### Work item
Set the entries down once more, exactly as they are worded.

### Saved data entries
BEGIN
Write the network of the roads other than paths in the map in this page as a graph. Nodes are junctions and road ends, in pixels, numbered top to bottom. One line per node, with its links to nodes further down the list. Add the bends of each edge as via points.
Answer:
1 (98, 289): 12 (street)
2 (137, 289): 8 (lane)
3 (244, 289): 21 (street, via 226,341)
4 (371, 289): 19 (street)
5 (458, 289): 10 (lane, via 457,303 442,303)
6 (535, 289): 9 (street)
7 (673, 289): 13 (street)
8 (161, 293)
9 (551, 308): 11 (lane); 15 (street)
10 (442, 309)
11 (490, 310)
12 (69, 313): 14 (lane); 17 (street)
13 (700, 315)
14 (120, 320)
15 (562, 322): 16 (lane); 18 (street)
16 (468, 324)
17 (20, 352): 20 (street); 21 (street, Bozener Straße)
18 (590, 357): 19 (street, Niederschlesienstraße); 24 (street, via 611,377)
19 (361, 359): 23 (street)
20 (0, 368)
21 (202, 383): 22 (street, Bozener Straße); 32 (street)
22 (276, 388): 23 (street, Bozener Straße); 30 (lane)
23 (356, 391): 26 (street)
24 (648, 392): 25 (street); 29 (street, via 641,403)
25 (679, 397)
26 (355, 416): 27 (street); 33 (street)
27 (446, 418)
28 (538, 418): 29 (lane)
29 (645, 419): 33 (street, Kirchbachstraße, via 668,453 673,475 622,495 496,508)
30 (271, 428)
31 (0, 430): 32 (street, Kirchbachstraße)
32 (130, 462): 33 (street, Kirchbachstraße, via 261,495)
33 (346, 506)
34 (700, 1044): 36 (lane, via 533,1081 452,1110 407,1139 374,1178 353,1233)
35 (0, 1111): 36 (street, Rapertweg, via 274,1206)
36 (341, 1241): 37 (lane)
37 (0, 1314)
END
### Task result
Write the network of the roads other than paths in the map in this page as a graph. Nodes are junctions and road ends, in pixels, numbered top to bottom. One line per node, with its links to nodes further down the list. Add the bends of each edge as via points.
Answer:
1 (98, 289): 12 (street)
2 (137, 289): 8 (lane)
3 (244, 289): 21 (street, via 226,341)
4 (371, 289): 19 (street)
5 (458, 289): 10 (lane, via 457,303 442,303)
6 (535, 289): 9 (street)
7 (673, 289): 13 (street)
8 (161, 293)
9 (551, 308): 11 (lane); 15 (street)
10 (442, 309)
11 (490, 310)
12 (69, 313): 14 (lane); 17 (street)
13 (700, 315)
14 (120, 320)
15 (562, 322): 16 (lane); 18 (street)
16 (468, 324)
17 (20, 352): 20 (street); 21 (street, Bozener Straße)
18 (590, 357): 19 (street, Niederschlesienstraße); 24 (street, via 611,377)
19 (361, 359): 23 (street)
20 (0, 368)
21 (202, 383): 22 (street, Bozener Straße); 32 (street)
22 (276, 388): 23 (street, Bozener Straße); 30 (lane)
23 (356, 391): 26 (street)
24 (648, 392): 25 (street); 29 (street, via 641,403)
25 (679, 397)
26 (355, 416): 27 (street); 33 (street)
27 (446, 418)
28 (538, 418): 29 (lane)
29 (645, 419): 33 (street, Kirchbachstraße, via 668,453 673,475 622,495 496,508)
30 (271, 428)
31 (0, 430): 32 (street, Kirchbachstraße)
32 (130, 462): 33 (street, Kirchbachstraße, via 261,495)
33 (346, 506)
34 (700, 1044): 36 (lane, via 533,1081 452,1110 407,1139 374,1178 353,1233)
35 (0, 1111): 36 (street, Rapertweg, via 274,1206)
36 (341, 1241): 37 (lane)
37 (0, 1314)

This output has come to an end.